Spence is a skilled defenseman – not the type to throw a massive hit or lay the body, which might be what the Kings are looking for on their third pairing. He also doesn’t excel defensively. Amongst AHL defensemen, he hovers above average in defensive point shares with 0.616, the amount of standing points a player contributes to a team, measured per game. While he doesn’t stand out defensively, his ability to handle the puck well under pressure and hold his own is something to note. If he’s not great defensively now, he has the ability to transform his game in the future.
Regardless of his defensive shortcomings, Spence is a monster offensively. He’s a skilled, puck-moving defenseman who can make plays to his teammates that other defensemen can’t. His shot and ability to find the open lane make him a great quarterback on the power play, as he showed in his short stint with LA last season. He is the QB for the Ontario Reign, and it’s no coincidence that their power play ranks 6th in the league. Spence also put up great numbers analytically with the Kings last season, as whenever he was on the ice, the Kings generated 10% more expected goals than average. Those are not numbers to scoff at; Spence is an offensively-minded defenseman who has shown the ability to play well in the NHL.
How could Spence fit with the Kings?
Admittedly, there’s not much room for Spence on the Kings’ roster right now. God forbid an injury strikes the team (as may have happened with Mikey Anderson’s injury against the Oilers on March 30th), and either Walker or Edler likely slots in above Spence. In times where he has played this season, it has been in limited minutes on the third pairing, where he isn’t given the ability to thrive.
Despite the logjam on defense, Spence is still a player worth giving a chance. Two offensively minded defensemen in Spence and Durzi could be an absolute nightmare to play against, even if they give up just as many chances as they create. Durzi also has experience playing the left side and, with Spence, could play into both players’ strong suits. This could also allow Spence to refine his defensive game in a position where he is given more trust.
However, if the Kings want to play things safe, they could, in theory, split up Roy and Gavrikov. While that pairing has been incredible together (their expected goals percentage is the highest in the NHL!), and Kings fans (myself included) may be opposed to splitting them up, perhaps playing Spence with Gavrikov and Roy with Durzi could maximize the potential of this Kings’ roster. Gavrikov and Roy share their solid defensive ability. With Durzi and Spence’s offensive flair, all three defensive pairings could turn into a mix of offensive and defensively-minded players that never let the opponent rest.

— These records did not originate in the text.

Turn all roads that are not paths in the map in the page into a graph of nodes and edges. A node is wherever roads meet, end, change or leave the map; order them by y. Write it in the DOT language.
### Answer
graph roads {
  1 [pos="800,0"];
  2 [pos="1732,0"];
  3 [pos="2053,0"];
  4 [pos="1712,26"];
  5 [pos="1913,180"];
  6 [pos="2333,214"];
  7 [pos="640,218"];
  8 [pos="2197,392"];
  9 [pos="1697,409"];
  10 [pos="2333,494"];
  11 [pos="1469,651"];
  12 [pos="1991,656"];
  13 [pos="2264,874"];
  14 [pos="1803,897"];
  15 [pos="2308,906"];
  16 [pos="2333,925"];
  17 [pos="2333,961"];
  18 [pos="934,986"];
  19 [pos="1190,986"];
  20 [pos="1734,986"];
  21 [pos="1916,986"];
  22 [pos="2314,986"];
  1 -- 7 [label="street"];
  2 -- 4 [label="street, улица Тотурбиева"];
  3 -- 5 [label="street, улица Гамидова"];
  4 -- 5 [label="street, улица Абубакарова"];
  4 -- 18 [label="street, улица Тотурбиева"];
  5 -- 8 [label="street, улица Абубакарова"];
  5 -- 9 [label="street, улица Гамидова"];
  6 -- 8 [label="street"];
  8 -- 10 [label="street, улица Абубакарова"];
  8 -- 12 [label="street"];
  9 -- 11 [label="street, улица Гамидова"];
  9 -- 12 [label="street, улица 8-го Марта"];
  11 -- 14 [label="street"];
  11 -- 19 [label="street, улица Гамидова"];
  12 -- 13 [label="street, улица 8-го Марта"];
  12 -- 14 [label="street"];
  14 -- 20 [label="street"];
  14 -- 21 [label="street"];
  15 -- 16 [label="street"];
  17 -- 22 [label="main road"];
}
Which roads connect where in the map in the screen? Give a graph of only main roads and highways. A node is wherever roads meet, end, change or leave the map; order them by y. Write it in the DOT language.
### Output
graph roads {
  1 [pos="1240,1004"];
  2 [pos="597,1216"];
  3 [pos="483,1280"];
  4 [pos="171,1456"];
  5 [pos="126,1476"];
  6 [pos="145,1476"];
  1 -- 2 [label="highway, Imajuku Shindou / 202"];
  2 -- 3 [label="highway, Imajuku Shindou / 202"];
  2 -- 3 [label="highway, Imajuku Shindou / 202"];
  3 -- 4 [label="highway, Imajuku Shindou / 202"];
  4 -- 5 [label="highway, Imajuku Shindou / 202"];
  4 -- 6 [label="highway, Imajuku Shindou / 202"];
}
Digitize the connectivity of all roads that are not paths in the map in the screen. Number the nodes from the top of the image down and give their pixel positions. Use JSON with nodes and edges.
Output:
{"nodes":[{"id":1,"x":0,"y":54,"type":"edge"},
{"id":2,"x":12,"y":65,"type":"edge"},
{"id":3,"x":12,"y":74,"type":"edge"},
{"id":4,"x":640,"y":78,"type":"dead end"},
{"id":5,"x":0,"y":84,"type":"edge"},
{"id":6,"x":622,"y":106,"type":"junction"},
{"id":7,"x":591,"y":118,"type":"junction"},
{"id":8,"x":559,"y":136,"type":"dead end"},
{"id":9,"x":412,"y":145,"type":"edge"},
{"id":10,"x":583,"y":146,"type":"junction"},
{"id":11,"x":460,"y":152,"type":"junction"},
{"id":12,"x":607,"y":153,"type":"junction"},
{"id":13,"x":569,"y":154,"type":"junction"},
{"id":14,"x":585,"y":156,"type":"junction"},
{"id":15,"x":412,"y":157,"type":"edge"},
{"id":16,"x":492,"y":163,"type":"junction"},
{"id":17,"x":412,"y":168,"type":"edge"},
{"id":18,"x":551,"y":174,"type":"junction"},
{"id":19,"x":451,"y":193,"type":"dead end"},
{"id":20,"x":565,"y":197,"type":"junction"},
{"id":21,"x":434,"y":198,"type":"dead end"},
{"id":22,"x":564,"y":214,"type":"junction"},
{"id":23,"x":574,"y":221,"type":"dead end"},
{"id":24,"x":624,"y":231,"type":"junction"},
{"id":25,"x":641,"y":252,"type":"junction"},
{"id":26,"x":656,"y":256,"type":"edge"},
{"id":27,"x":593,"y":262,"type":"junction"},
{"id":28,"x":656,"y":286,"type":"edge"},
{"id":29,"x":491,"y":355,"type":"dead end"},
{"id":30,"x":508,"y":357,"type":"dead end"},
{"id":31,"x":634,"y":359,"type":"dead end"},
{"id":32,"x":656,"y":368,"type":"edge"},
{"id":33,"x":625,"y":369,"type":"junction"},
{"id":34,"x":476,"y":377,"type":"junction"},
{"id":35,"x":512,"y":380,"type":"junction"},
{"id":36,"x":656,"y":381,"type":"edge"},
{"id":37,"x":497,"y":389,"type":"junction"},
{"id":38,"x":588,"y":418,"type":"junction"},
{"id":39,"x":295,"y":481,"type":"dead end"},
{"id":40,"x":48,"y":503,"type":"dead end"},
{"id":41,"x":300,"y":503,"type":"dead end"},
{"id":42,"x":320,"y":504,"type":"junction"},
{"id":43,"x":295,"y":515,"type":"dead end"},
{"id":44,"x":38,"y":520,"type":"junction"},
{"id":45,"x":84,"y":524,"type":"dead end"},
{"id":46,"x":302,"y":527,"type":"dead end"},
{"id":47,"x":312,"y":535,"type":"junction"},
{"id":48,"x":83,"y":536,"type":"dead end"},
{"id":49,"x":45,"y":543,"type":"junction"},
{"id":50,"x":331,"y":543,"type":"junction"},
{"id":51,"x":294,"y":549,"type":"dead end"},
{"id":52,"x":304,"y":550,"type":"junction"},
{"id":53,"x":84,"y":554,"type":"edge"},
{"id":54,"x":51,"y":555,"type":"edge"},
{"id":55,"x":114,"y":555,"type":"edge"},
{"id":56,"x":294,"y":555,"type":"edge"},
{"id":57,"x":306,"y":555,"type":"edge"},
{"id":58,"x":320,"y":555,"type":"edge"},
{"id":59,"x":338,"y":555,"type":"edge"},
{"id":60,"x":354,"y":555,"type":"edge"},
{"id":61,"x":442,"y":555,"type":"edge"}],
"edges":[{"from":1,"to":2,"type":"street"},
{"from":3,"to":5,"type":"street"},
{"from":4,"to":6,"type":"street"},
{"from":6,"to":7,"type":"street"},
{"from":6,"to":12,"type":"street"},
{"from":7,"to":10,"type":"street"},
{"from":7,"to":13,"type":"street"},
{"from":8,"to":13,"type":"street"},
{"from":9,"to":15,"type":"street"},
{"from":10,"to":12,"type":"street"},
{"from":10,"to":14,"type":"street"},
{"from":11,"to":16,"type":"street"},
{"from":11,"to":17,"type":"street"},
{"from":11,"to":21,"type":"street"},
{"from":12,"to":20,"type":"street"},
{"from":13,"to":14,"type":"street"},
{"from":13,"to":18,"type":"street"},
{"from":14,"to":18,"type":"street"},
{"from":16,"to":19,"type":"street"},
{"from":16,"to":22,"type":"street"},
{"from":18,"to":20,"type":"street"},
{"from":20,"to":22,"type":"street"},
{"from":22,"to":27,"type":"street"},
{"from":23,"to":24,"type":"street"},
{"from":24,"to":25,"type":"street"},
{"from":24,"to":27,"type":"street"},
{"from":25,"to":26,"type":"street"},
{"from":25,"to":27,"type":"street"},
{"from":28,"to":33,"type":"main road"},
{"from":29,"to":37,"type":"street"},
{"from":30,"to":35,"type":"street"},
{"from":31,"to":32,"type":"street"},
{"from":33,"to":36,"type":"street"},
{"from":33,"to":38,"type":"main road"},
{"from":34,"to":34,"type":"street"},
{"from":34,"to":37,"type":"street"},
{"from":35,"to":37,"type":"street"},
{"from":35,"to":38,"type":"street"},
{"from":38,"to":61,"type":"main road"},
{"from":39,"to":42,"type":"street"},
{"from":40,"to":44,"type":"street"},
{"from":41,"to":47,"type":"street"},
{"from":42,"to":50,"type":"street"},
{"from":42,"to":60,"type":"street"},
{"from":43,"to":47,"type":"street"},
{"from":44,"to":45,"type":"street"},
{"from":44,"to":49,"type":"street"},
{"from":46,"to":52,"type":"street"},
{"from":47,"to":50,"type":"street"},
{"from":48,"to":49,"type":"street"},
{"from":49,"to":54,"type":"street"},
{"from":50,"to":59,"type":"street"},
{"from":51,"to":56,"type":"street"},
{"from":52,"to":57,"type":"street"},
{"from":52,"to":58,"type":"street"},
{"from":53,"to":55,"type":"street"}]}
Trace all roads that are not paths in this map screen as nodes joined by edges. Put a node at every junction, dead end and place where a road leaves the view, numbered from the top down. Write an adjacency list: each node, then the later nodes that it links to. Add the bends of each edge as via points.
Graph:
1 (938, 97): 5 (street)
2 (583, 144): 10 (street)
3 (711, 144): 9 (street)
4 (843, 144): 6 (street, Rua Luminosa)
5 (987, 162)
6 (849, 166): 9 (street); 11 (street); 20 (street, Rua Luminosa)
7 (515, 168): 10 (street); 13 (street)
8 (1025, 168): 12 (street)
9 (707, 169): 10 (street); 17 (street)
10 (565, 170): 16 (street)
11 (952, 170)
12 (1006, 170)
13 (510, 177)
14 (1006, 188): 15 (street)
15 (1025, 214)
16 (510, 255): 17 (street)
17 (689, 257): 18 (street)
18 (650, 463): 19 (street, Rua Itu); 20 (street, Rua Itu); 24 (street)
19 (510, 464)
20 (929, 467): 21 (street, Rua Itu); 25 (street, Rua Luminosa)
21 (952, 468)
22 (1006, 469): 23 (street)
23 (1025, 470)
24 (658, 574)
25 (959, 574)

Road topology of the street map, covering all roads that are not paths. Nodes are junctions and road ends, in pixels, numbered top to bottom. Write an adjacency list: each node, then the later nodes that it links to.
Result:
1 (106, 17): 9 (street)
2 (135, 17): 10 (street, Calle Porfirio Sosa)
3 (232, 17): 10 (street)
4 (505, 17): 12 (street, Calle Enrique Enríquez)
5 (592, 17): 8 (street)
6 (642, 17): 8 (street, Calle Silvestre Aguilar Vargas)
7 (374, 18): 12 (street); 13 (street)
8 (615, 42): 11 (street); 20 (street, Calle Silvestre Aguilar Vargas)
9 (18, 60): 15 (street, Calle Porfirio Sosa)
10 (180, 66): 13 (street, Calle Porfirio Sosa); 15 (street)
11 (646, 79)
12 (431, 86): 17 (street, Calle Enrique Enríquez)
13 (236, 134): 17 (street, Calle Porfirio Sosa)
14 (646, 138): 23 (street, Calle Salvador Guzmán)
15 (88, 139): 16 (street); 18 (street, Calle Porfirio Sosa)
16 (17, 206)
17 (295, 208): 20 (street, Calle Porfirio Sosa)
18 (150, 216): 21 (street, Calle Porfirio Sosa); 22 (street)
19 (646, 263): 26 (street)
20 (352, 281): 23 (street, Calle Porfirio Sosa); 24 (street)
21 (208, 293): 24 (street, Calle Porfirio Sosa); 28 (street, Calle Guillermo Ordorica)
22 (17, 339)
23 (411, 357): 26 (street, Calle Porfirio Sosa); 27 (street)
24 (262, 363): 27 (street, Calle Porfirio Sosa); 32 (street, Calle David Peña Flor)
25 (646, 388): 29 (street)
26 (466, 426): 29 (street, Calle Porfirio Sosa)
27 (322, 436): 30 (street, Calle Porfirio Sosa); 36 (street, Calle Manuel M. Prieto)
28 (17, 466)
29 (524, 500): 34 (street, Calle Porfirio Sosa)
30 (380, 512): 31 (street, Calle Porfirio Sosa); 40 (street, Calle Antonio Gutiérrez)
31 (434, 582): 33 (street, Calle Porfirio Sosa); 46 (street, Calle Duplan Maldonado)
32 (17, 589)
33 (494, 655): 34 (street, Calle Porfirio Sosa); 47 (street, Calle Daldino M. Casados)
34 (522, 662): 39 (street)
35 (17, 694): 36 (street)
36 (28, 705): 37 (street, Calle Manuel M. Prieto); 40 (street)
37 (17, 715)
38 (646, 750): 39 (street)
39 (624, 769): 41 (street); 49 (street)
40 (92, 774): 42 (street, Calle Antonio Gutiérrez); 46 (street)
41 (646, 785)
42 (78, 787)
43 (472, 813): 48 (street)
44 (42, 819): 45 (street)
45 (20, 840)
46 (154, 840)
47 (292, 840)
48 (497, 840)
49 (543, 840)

With all said and done, I don’t think Spence slots into the roster any time soon. He’s a great player worthy of an NHL roster spot and has done his due diligence in showing that he can play in the big leagues. However, the Kings’ roster is nearly set, and with the playoffs encroaching, it’s unlikely any drastic moves would be made. Still, this is something to consider, as the Kings will have to make some tough decisions in the offseason. Brandt Clarke’s stellar play in the OHL has likely earned him a roster spot next season, Gavrikov and Edler are upcoming UFAs, and Walker, Durzi, and Roy are locked up for one more year. Not everyone can stay, and every defenseman mentioned is worth their spot on the roster. Time will tell who stays and who goes and what this roster looks like come October next year.